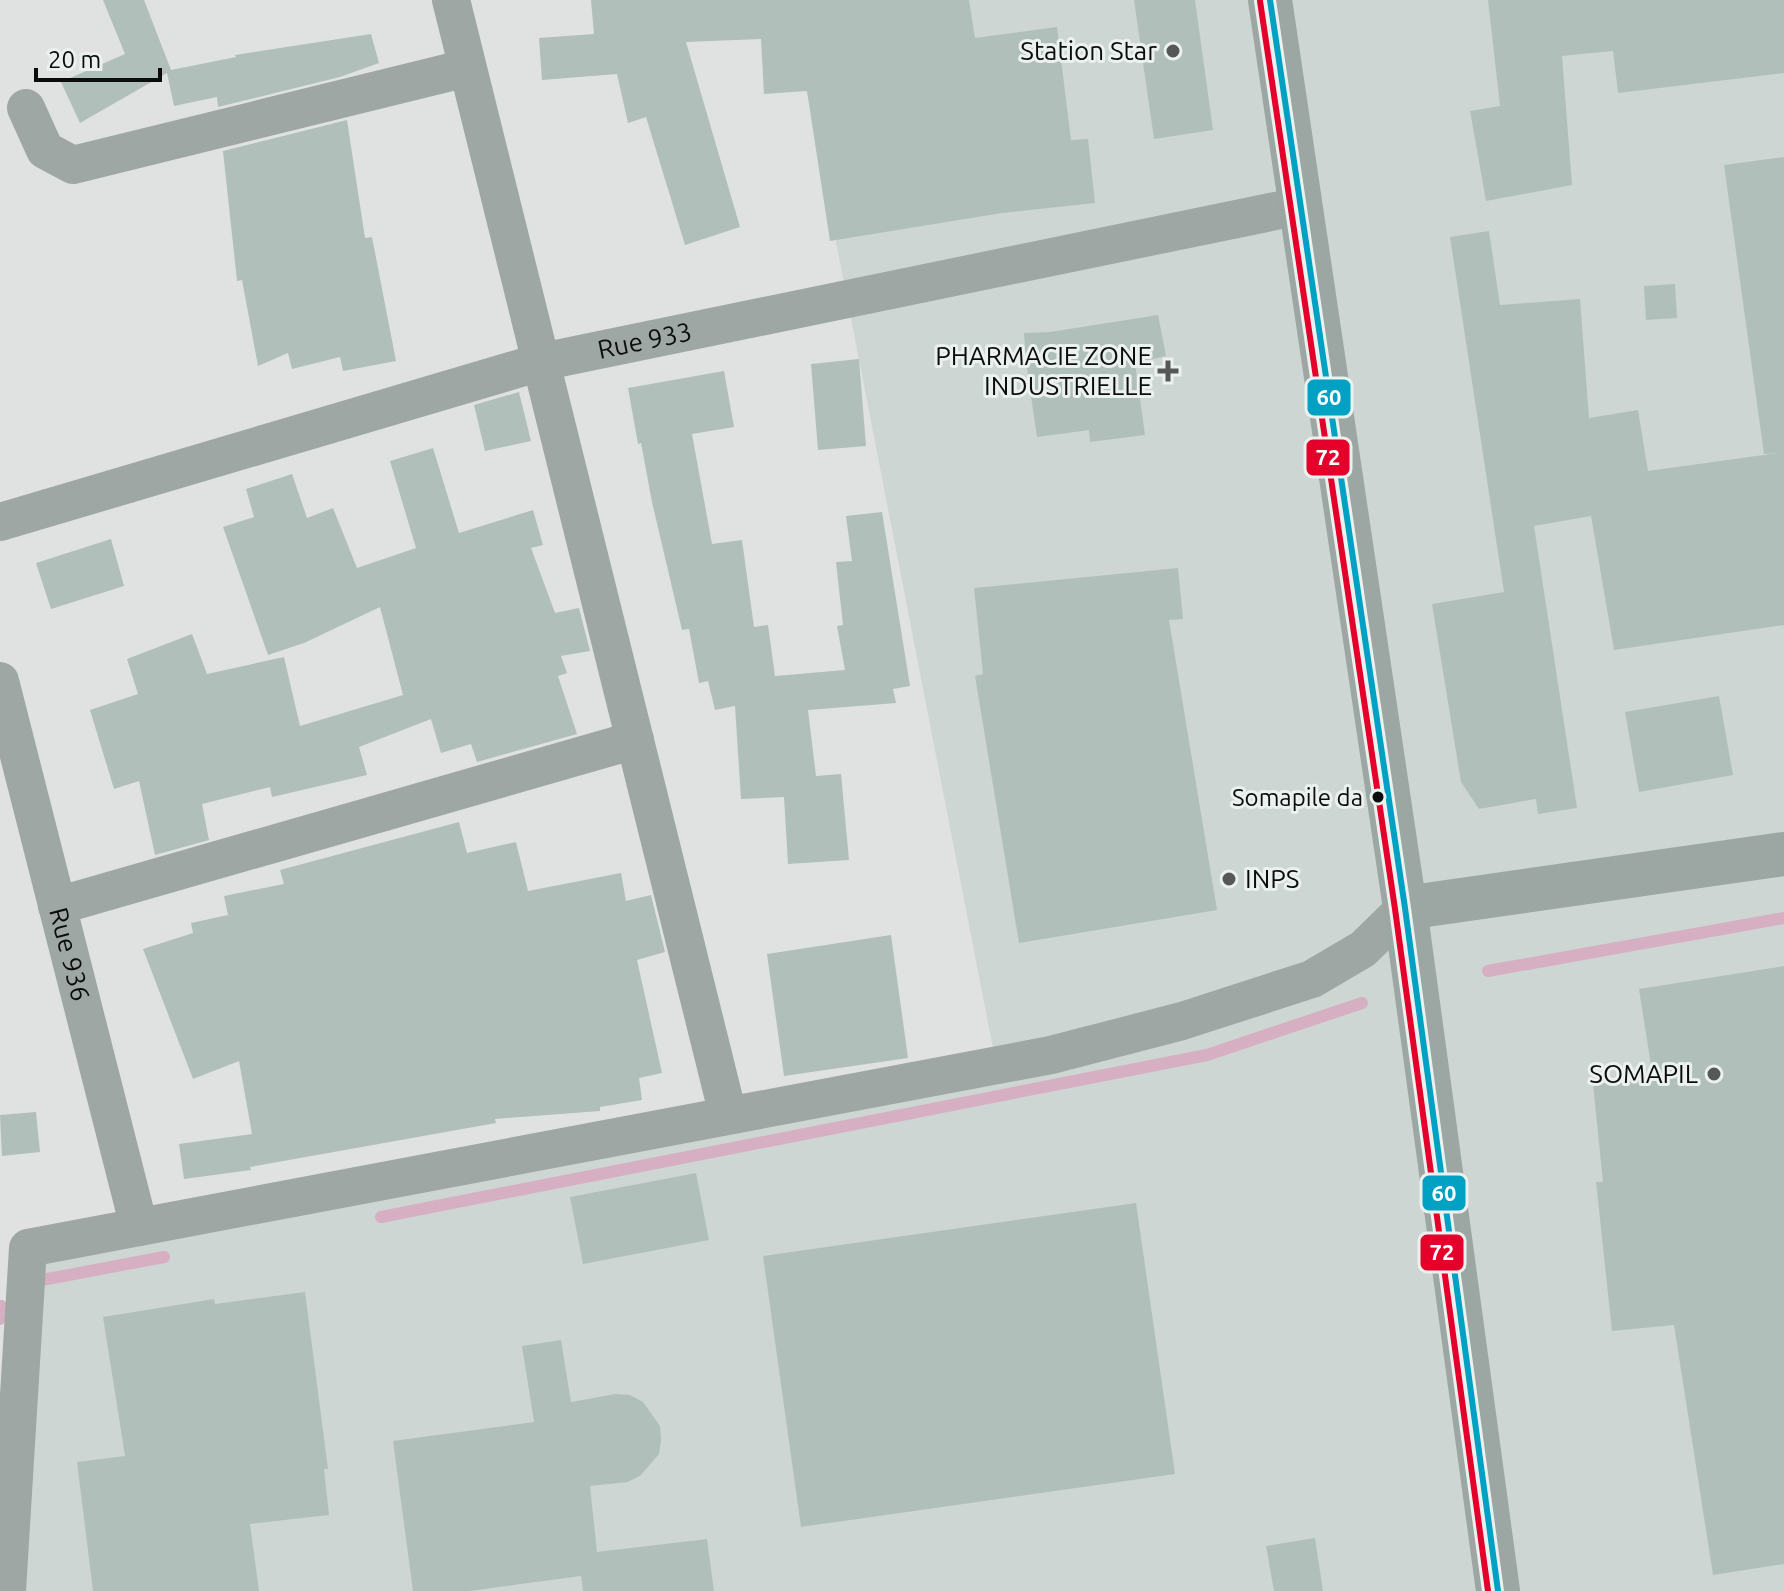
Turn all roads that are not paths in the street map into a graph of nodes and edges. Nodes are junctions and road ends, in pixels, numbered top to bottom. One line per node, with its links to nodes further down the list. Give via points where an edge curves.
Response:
1 (451, 0): 3 (street)
2 (1270, 0): 5 (main road)
3 (467, 68): 4 (street, via 73,165 45,150); 6 (street)
4 (26, 108)
5 (1300, 206): 6 (street, Rue 933); 12 (main road)
6 (541, 362): 7 (street, Rue 933); 9 (street)
7 (0, 522)
8 (0, 681): 11 (street, Rue 936)
9 (635, 740): 11 (street); 13 (street)
10 (1784, 854): 12 (main road)
11 (57, 906): 14 (street, Rue 936)
12 (1405, 908): 13 (street, via 1363,949 1312,979 1182,1021 1051,1055); 16 (main road)
13 (728, 1115): 14 (street)
14 (139, 1227): 15 (street, via 28,1248)
15 (7, 1591)
16 (1498, 1591)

——————

_WORK INSTRUCTION_
Retype the listing exactly. Skip every picture.

_FINAL ANSWER_
Turn all roads that are not paths in the street map into a graph of nodes and edges. Nodes are junctions and road ends, in pixels, numbered top to bottom. One line per node, with its links to nodes further down the list. Give via points where an edge curves.
Response:
1 (451, 0): 3 (street)
2 (1270, 0): 5 (main road)
3 (467, 68): 4 (street, via 73,165 45,150); 6 (street)
4 (26, 108)
5 (1300, 206): 6 (street, Rue 933); 12 (main road)
6 (541, 362): 7 (street, Rue 933); 9 (street)
7 (0, 522)
8 (0, 681): 11 (street, Rue 936)
9 (635, 740): 11 (street); 13 (street)
10 (1784, 854): 12 (main road)
11 (57, 906): 14 (street, Rue 936)
12 (1405, 908): 13 (street, via 1363,949 1312,979 1182,1021 1051,1055); 16 (main road)
13 (728, 1115): 14 (street)
14 (139, 1227): 15 (street, via 28,1248)
15 (7, 1591)
16 (1498, 1591)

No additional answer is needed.